Limb landmark coordinates
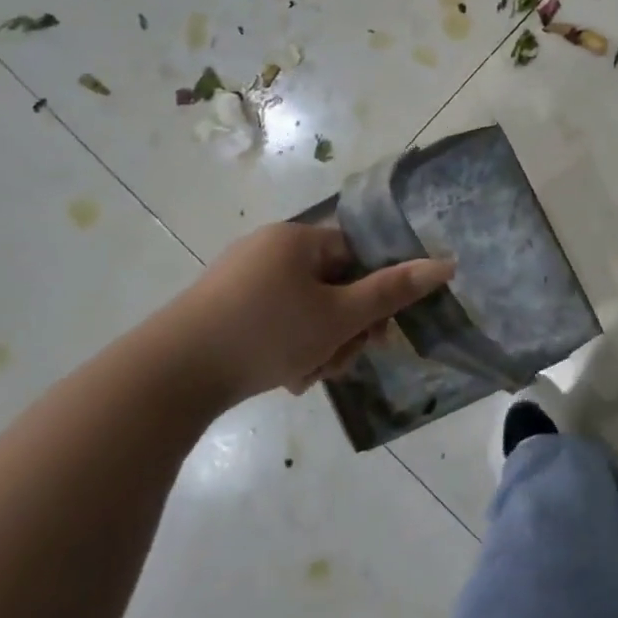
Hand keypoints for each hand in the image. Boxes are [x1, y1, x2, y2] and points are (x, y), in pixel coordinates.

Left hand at [164, 222, 454, 403]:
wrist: (171, 375)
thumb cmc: (267, 334)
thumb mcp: (339, 317)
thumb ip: (394, 291)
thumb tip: (446, 264)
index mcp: (297, 239)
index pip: (358, 254)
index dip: (375, 294)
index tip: (377, 332)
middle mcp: (269, 249)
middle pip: (333, 285)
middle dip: (345, 328)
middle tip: (340, 361)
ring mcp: (241, 278)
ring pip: (306, 309)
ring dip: (320, 344)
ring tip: (308, 376)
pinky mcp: (223, 306)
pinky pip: (276, 320)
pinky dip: (289, 346)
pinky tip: (286, 378)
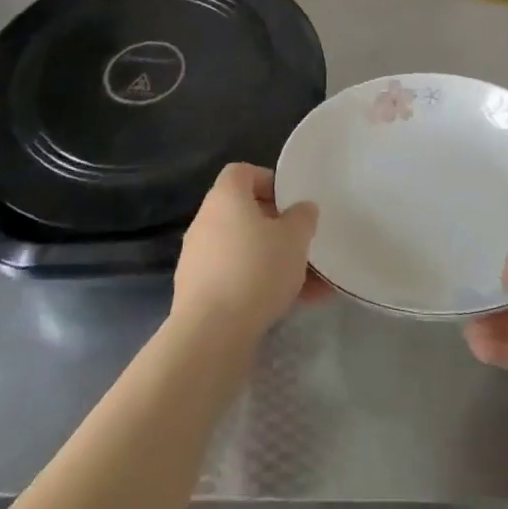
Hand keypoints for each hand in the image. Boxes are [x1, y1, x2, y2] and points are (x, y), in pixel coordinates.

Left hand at [171, 163, 322, 343]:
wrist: (210, 335)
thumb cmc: (256, 269)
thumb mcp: (294, 238)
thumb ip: (303, 217)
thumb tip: (301, 209)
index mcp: (225, 197)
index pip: (242, 172)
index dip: (268, 181)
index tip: (291, 202)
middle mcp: (205, 222)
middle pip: (243, 213)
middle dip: (276, 228)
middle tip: (302, 243)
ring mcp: (197, 259)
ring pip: (243, 250)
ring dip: (273, 261)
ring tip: (310, 284)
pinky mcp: (197, 294)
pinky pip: (235, 279)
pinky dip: (259, 286)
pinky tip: (291, 305)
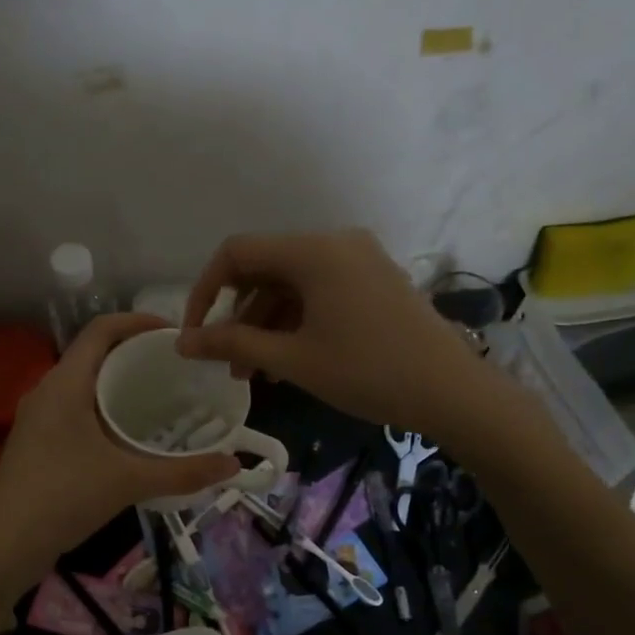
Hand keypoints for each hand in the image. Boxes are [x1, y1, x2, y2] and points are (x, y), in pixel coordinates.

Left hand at [0, 314, 240, 599]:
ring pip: (82, 384)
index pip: (101, 330)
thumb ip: (183, 472)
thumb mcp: (129, 481)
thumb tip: (234, 465)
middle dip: (133, 354)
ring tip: (157, 398)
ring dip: (116, 383)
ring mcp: (37, 418)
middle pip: (93, 354)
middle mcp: (46, 391)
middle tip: (174, 368)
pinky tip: (126, 436)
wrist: (5, 546)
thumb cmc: (64, 498)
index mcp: (65, 384)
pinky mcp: (36, 442)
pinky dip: (102, 408)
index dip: (138, 321)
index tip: (174, 333)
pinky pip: (74, 409)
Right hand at [175, 230, 492, 434]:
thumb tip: (183, 343)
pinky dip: (296, 322)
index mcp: (313, 250)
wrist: (451, 391)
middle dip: (238, 317)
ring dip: (266, 325)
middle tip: (227, 363)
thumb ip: (233, 343)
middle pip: (265, 269)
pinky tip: (286, 361)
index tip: (194, 334)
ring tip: (254, 373)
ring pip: (292, 285)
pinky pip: (319, 292)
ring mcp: (359, 260)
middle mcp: (335, 243)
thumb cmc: (367, 372)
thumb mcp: (294, 359)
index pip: (237, 253)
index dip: (205, 291)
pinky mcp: (374, 281)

▶ **WHAT YOU NEED TO DO**:
Nothing but the lines above from the one containing "middle pip: (243, 213)" through the one containing "pinky tip: (291, 305)" should appear in the answer, each repeated exactly.

▶ **WRITTEN ANSWER**:
middle pip: (243, 213)
middle dip: (276, 228)
middle tip: (302, 243)
ring mcp: (197, 259)
ring pip: (243, 250)
ring dip: (273, 261)
ring tip: (310, 284)
pinky mcp: (197, 294)
pinky pip: (235, 279)
pinky dip: (259, 286)
pinky tip: (291, 305)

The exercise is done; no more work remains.